Sometimes the wild things rear up, threatening to make me lose my grip on reason and drive into a wild rumpus all my own.  

The story has been familiar since I was a child: Max, a small boy in a wolf suit, rampages through his house until his parents call him “Wild Thing!” and send him to his room without any supper.

There, his imagination sails him away to a faraway island populated by enormous wild things, who declare Max their king. “We’ll eat you up — we love you so!” they pronounce, and Max, wearing a golden crown and carrying a scepter, leads the wild things in a rumpus all over the island until he gets lonely for someone who “loves him best” — who presumably won’t eat him up — and sails home again.

His parents have left a hot bowl of soup in his room in what is either an example of grace or of too-permissive modern parenting. Or both.

Maurice Sendak’s Where the Wild Things Are has been a wildly popular children’s book since its initial publication in 1963. It fascinated me as a child, though I was never the rumpusing sort; the monsters were at once frightening and sympathetic. (Sendak himself said they were based on his Polish relatives, who were somewhat overwhelming to a small boy.) And the language is beautiful.

Spike Jonze’s 2009 film version explored the story on a much deeper level. In the movie, Max’s rampaging isn’t just the behavior of a small boy who’s feeling cooped up; it’s the latent anger, fear, and insecurity of a child who’s trying to deal with life that isn’t going the way it should. His father is gone, his mother is stressed, his sister doesn’t seem to care about him. Dysfunction is all around, not least of all in himself. Max is scared and overflowing with emotion, so he bites his mother — and horrified at his own reaction, he runs away.

When he reaches his imaginary island, Jonze’s Max meets wild things that mirror different aspects of his own heart. There’s the part of him nobody listens to, the part of him that wants to run away, the part of him that covers up rejection with bitterness; and especially there’s Karol, the angry, violent, scared-to-death-of-losing-what-he-loves-most part of him.

The irony is that Karol does what Max does: In his fear, he tries to control or lashes out. And the result, for both of them, is that everything gets worse. They drive away those they love instead of drawing them closer.

I doubt that Maurice Sendak saw deep spiritual truths in his frightening Polish relatives, but I see them in his story. In both book and movie, Max styles himself King of the Wild Things — but he isn’t really, and by the end he knows that. He’s lonely and just wants someone to love him, so he sails home to his parents and soup, narrowly avoiding being eaten. But I doubt he ever entirely escapes the wild things on the inside, any more than I can escape — or rule — the wild things in me.
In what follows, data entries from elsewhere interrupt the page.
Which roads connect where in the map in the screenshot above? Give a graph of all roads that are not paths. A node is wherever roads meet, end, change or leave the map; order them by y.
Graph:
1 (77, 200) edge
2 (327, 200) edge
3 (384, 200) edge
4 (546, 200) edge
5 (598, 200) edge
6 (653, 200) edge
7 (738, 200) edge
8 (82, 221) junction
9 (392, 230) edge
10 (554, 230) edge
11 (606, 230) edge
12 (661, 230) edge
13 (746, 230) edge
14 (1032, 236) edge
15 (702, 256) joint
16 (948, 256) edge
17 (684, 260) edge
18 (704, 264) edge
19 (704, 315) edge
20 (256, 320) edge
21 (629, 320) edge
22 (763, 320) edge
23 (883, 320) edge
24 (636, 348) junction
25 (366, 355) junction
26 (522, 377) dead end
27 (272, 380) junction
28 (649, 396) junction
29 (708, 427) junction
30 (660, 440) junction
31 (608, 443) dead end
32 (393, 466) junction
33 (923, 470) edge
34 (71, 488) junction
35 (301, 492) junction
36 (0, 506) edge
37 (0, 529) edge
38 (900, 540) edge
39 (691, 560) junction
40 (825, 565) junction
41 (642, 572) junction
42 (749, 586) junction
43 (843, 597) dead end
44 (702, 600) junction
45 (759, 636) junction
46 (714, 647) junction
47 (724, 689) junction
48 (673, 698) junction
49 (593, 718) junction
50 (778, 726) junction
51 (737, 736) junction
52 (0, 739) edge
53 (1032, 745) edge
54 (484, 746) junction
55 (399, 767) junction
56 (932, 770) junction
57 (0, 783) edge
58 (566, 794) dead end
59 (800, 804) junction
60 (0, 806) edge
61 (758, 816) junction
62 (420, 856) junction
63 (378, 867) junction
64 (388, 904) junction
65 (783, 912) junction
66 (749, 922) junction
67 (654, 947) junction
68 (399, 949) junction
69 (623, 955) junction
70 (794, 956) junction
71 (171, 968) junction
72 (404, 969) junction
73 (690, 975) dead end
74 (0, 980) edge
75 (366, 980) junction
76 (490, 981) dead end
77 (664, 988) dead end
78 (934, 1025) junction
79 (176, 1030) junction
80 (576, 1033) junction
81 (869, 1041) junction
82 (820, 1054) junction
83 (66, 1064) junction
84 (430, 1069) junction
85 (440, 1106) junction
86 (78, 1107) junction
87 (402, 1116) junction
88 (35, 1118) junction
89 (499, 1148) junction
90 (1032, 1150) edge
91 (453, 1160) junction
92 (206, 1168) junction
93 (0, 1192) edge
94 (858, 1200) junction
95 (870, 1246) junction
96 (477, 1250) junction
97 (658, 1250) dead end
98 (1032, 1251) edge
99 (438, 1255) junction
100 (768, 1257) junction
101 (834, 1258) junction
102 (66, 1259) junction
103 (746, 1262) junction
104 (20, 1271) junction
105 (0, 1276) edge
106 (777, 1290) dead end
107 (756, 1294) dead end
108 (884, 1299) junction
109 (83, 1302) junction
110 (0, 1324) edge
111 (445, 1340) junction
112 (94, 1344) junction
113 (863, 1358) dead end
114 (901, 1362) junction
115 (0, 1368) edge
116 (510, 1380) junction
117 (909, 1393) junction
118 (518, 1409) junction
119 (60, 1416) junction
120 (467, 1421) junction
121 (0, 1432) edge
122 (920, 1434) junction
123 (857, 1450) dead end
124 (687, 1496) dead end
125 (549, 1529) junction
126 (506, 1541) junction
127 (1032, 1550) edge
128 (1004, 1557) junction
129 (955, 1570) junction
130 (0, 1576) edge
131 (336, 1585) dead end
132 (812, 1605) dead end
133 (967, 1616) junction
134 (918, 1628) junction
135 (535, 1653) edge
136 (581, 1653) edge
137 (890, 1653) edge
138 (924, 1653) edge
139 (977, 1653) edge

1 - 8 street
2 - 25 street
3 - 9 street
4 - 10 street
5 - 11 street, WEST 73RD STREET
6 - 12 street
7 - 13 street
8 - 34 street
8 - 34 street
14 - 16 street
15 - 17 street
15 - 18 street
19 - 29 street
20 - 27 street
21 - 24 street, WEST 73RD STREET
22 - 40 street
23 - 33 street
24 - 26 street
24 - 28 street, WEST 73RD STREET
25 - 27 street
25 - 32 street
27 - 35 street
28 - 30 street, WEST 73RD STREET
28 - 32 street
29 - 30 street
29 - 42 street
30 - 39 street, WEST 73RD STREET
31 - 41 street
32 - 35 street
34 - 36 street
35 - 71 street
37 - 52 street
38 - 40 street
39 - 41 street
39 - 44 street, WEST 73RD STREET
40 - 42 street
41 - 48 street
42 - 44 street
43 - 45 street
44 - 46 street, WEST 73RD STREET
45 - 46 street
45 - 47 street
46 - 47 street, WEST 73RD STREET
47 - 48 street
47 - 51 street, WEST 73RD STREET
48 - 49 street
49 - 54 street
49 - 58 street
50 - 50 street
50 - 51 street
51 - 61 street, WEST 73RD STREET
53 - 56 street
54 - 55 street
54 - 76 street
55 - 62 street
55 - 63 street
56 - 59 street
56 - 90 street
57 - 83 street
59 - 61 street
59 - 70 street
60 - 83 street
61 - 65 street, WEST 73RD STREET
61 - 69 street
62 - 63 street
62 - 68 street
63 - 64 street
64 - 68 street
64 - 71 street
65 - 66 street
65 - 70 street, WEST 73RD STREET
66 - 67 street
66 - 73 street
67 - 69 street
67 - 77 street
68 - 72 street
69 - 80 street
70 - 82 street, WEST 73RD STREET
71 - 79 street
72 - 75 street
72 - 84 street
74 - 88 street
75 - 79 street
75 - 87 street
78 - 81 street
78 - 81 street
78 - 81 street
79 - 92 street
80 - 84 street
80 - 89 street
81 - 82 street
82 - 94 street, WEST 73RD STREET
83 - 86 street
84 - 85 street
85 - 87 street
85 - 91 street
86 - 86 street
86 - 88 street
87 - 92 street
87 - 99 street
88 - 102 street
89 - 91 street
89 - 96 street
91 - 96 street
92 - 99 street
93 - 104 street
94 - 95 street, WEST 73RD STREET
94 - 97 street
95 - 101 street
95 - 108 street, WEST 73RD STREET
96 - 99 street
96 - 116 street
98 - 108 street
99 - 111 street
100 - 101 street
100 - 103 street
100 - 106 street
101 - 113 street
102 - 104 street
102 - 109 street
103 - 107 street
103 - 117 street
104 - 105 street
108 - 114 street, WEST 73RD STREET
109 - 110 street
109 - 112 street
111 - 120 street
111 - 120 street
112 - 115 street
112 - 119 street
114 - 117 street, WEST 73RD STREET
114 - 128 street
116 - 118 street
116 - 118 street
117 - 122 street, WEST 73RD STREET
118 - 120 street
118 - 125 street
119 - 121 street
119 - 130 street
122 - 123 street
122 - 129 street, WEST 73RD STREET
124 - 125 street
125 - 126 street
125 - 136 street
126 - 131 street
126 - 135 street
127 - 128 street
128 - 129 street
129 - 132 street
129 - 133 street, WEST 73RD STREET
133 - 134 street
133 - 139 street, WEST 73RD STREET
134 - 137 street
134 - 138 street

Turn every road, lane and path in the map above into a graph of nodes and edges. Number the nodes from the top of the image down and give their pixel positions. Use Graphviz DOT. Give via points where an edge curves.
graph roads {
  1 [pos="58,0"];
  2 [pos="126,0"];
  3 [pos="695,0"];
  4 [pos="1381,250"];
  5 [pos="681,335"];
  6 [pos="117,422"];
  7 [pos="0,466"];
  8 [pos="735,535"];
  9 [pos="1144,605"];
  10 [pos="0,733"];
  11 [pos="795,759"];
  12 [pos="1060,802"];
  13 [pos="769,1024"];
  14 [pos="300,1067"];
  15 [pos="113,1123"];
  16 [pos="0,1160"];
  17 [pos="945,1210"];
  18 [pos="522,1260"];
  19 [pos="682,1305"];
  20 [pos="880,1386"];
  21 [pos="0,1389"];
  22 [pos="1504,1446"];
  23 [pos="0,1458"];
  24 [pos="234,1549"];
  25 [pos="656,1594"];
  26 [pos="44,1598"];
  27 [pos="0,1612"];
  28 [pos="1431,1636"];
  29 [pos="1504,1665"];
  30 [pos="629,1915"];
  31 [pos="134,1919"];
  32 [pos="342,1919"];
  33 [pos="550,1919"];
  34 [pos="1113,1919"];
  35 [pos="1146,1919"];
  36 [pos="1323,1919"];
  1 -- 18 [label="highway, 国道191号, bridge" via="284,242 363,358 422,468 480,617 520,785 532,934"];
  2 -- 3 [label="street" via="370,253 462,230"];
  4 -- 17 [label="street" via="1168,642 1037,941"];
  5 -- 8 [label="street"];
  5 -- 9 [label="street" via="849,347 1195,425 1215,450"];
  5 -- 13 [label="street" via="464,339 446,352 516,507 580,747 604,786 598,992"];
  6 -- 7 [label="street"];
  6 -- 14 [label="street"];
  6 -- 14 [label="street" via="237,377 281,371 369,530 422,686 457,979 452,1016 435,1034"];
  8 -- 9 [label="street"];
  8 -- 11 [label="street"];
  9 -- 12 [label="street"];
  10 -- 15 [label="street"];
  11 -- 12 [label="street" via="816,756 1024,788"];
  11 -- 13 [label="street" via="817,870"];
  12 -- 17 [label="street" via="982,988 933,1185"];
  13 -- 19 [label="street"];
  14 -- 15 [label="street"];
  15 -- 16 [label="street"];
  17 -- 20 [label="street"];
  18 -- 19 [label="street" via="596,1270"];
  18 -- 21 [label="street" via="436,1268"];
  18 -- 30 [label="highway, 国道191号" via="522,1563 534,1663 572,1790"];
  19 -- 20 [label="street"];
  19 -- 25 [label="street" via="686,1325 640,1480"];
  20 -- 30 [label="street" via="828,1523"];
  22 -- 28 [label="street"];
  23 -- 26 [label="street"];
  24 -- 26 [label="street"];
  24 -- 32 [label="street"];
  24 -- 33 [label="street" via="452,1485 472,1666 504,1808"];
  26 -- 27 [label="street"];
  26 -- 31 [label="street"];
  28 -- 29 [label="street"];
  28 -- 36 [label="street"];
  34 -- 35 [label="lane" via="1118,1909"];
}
Although my emotions usually ride on an even-keel, as the years pass by and I experience more of life, I’m learning that my needs — and the emotions connected with them — go deeper than I think. My own vulnerability can feel chokingly real. Sometimes the wild things rear up, threatening to swallow me in fear or anger, grief or depression; threatening to make me lose my grip on reason and drive into a wild rumpus all my own. At such times my emotions scare me. The reality of being human frightens me. And if I don’t give my emotions and my weakness over to God, they’re liable to lead me into wrong-doing or throw my faith off course.

The scariest thing about my emotions at such times is how out of my own control they are. I don’t want to feel like I do, but I do. There’s nothing I can do to change that. On good days I fancy myself ruler of the wild things, but when the wind kicks up and the beasts start howling, I soon find out that I’m not leading this parade.

Like Max, I’m not the king in my story. The depths of my soul have terrible eyes and terrible claws, and I can’t control them. But I’ve learned what Max does not: that someone else is king. Jesus Christ is king of my wild things. He never denies the power or place of emotion in my life. Instead, He offers to calm its wildness and use it to draw me closer to Himself. And because He loves me so, He promises to take care of the needs that so stir up my emotional depths.

Exhaustion: “Come to me, all who labor and are heavy laden, and I will give you rest. Take my yoke upon you, and learn from me, for I am gentle and lowly in heart, and you will find rest for your souls” (Matthew 11:28-29).

Fear: “Do not be anxious about anything, but in everything by prayer and supplication with thanksgiving let your requests be made known to God. And the peace of God, which surpasses all understanding, will guard your hearts and your minds in Christ Jesus” (Philippians 4:6-7).

Loneliness: “If anyone loves me, he will keep my word, and my Father will love him, and we will come to him and make our home with him” (John 14:23).

And again, fear: “Peace I leave with you; my peace I give to you. Not as the world gives do I give to you. Let not your hearts be troubled, neither let them be afraid” (John 14:27).

And yet again, fear: “In the world you will have tribulation. But take heart; I have overcome the world” (John 16:33).

And am I still afraid? “And behold, I am with you always, to the end of the age” (Matthew 28:20).

The real King of the Wild Things offers me shelter in His forgiveness, His power, and His presence, shelter in times when I lay panting with emotion, in times when I’ve sinned in anger or in fear, in times when all my own resources are rampaging against me. And I’ve found the offer to be as practical and real as a bowl of hot soup when I least deserve it. When I reach out for Him, He is there.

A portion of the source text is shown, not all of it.